**Brief**:
Would you retype the whole listing verbatim, keeping pictures out of it?
====
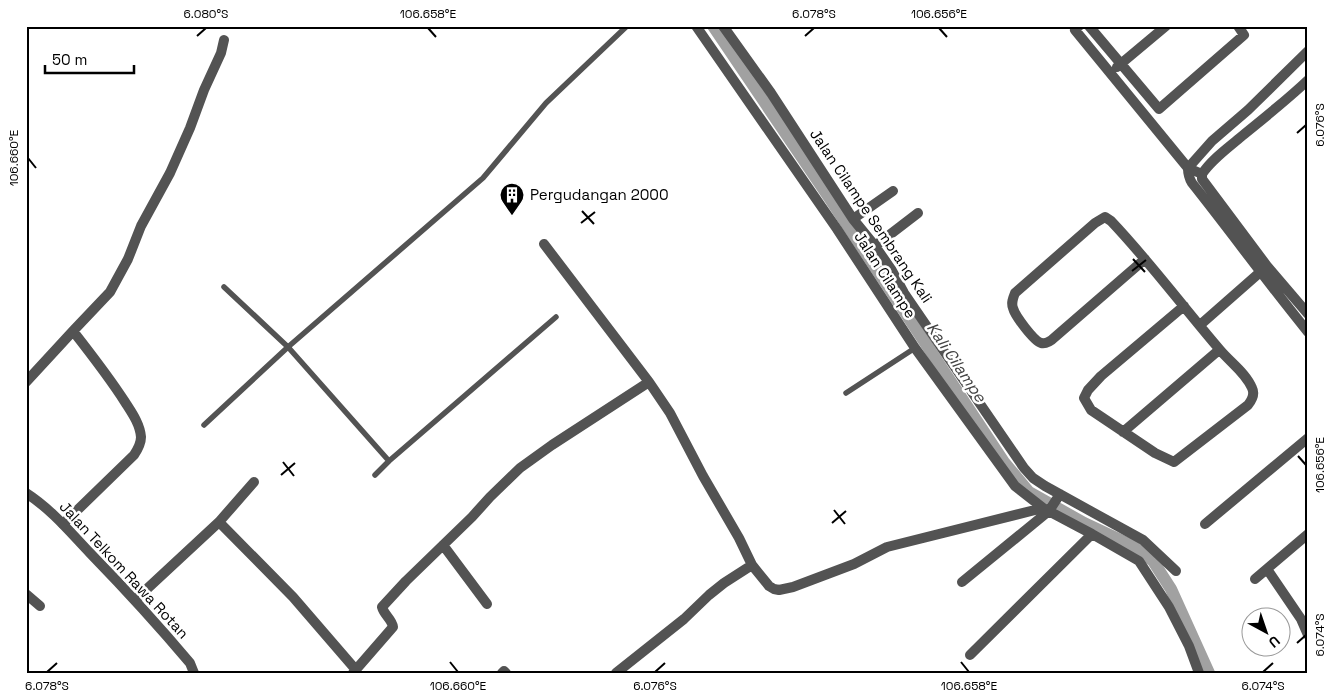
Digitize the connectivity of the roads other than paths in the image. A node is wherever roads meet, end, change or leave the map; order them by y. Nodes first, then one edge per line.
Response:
1 (627, 26) edge
2 (696, 26) edge
3 (724, 26) edge
4 (1079, 26) edge
5 (1089, 26) edge
6 (1166, 26) edge
7 (1238, 26) edge
8 (224, 40) dead end
9 (1308, 51) edge
10 (1121, 64) junction
11 (1111, 72) junction
12 (1308, 80) edge
13 (1188, 168) junction
14 (1202, 174) junction
15 (893, 191) dead end
16 (918, 213) dead end
17 (853, 218) junction
18 (544, 244) dead end
19 (875, 246) junction
20 (1145, 259) junction
21 (1264, 268) junction
22 (224, 287) dead end
23 (1184, 306) junction
24 (1308, 314) edge
25 (556, 317) dead end
26 (1200, 325) junction
27 (73, 331) junction
28 (1308, 332) edge
29 (288, 347) junction
30 (915, 348) junction
31 (1219, 350) junction
32 (26, 382) edge
33 (649, 382) junction
34 (846, 392) dead end
35 (204, 425) dead end
36 (1123, 432) junction
37 (1308, 438) edge
38 (389, 461) junction
39 (375, 475) dead end
40 (254, 482) dead end
41 (26, 493) edge
42 (1060, 494) junction
43 (1046, 510) junction
44 (219, 522) junction
45 (63, 524) junction
46 (1205, 524) dead end
47 (1092, 534) junction
48 (1308, 534) edge
49 (443, 545) junction
50 (752, 565) junction
51 (1267, 569) junction
52 (1176, 571) dead end
53 (1255, 579) dead end
54 (962, 582) dead end
55 (26, 594) edge
56 (135, 600) junction
57 (487, 604) dead end
58 (40, 606) dead end
59 (1304, 616) edge
60 (1308, 635) edge
61 (970, 655) dead end
62 (354, 671) edge
63 (194, 673) edge
64 (616, 673) edge
65 (1199, 673) edge

1 - 29 lane
2 - 30 street, Jalan Cilampe
3 - 17 street, Jalan Cilampe Sembrang Kali
4 - 11 street
5 - 10 street
6 - 10 street
7 - 10 street
8 - 27 street
9 - 13 street
10 - 11 street
11 - 13 street
12 - 14 street
13 - 14 street
13 - 21 street
14 - 21 street
15 - 17 street
16 - 19 street
17 - 19 street, Jalan Cilampe Sembrang Kali
18 - 33 street
19 - 42 street, Jalan Cilampe Sembrang Kali
20 - 20 street
20 - 23 street
21 - 24 street
21 - 26 street
21 - 28 street
22 - 29 lane
23 - 26 street
23 - 36 street
25 - 38 lane
26 - 31 street
27 - 32 street
27 - 45 street
29 - 35 lane
29 - 38 lane
30 - 34 lane
30 - 43 street, Jalan Cilampe
31 - 36 street
31 - 36 street
33 - 49 street
33 - 50 street
37 - 46 street
38 - 39 lane
40 - 44 street
41 - 45 street, Jalan Telkom Rawa Rotan
42 - 43 street
42 - 52 street, Jalan Cilampe Sembrang Kali
43 - 47 street, Jalan Cilampe
43 - 50 street
43 - 54 street
44 - 56 street
44 - 62 street
45 - 56 street, Jalan Telkom Rawa Rotan
47 - 61 street
47 - 65 street, Jalan Cilampe
48 - 51 street
49 - 57 street
49 - 62 street
50 - 64 street
51 - 53 street
51 - 59 street
55 - 58 street
56 - 63 street, Jalan Telkom Rawa Rotan
59 - 60 street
====
**Output**:
Digitize the connectivity of the roads other than paths in the image. A node is wherever roads meet, end, change or leave the map; order them by y. Nodes first, then one edge per line.
Response:
1 (627, 26) edge
2 (696, 26) edge
3 (724, 26) edge
4 (1079, 26) edge
5 (1089, 26) edge
6 (1166, 26) edge
7 (1238, 26) edge
8 (224, 40) dead end
9 (1308, 51) edge
10 (1121, 64) junction
11 (1111, 72) junction
12 (1308, 80) edge
13 (1188, 168) junction
14 (1202, 174) junction
15 (893, 191) dead end
16 (918, 213) dead end
17 (853, 218) junction
18 (544, 244) dead end
19 (875, 246) junction
20 (1145, 259) junction
21 (1264, 268) junction
22 (224, 287) dead end
23 (1184, 306) junction
24 (1308, 314) edge
25 (556, 317) dead end
26 (1200, 325) junction
27 (73, 331) junction
28 (1308, 332) edge
29 (288, 347) junction
30 (915, 348) junction
31 (1219, 350) junction
32 (26, 382) edge
33 (649, 382) junction
34 (846, 392) dead end
35 (204, 425) dead end
36 (1123, 432) junction
37 (1308, 438) edge
38 (389, 461) junction
39 (375, 475) dead end
40 (254, 482) dead end
41 (26, 493) edge
42 (1060, 494) junction
43 (1046, 510) junction
44 (219, 522) junction
45 (63, 524) junction
46 (1205, 524) dead end
47 (1092, 534) junction
48 (1308, 534) edge
49 (443, 545) junction
50 (752, 565) junction
51 (1267, 569) junction
52 (1176, 571) dead end
53 (1255, 579) dead end
54 (962, 582) dead end
55 (26, 594) edge
56 (135, 600) junction
57 (487, 604) dead end
58 (40, 606) dead end
59 (1304, 616) edge
60 (1308, 635) edge
61 (970, 655) dead end
62 (354, 671) edge
63 (194, 673) edge
64 (616, 673) edge
65 (1199, 673) edge

1 - 29 lane
2 - 30 street, Jalan Cilampe
3 - 17 street, Jalan Cilampe Sembrang Kali
4 - 11 street
5 - 10 street
6 - 10 street
7 - 10 street
8 - 27 street
9 - 13 street
10 - 11 street
11 - 13 street
12 - 14 street
13 - 14 street
13 - 21 street
14 - 21 street
15 - 17 street
16 - 19 street
17 - 19 street, Jalan Cilampe Sembrang Kali
18 - 33 street
19 - 42 street, Jalan Cilampe Sembrang Kali
20 - 20 street
20 - 23 street
21 - 24 street
21 - 26 street
21 - 28 street
22 - 29 lane
23 - 26 street
23 - 36 street
25 - 38 lane
26 - 31 street
27 - 32 street
27 - 45 street
29 - 35 lane
29 - 38 lane
30 - 34 lane
30 - 43 street, Jalan Cilampe
31 - 36 street
31 - 36 street
33 - 49 street
33 - 50 street
37 - 46 street
38 - 39 lane
40 - 44 street
41 - 45 street, Jalan Telkom Rawa Rotan
42 - 43 street
42 - 52 street, Jalan Cilampe Sembrang Kali
43 - 47 street, Jalan Cilampe
43 - 50 street
43 - 54 street
44 - 56 street
44 - 62 street
45 - 56 street, Jalan Telkom Rawa Rotan
47 - 61 street
47 - 65 street, Jalan Cilampe
48 - 51 street
49 - 57 street
49 - 62 street
50 - 64 street
51 - 53 street
51 - 59 street
55 - 58 street
56 - 63 street, Jalan Telkom Rawa Rotan
59 - 60 street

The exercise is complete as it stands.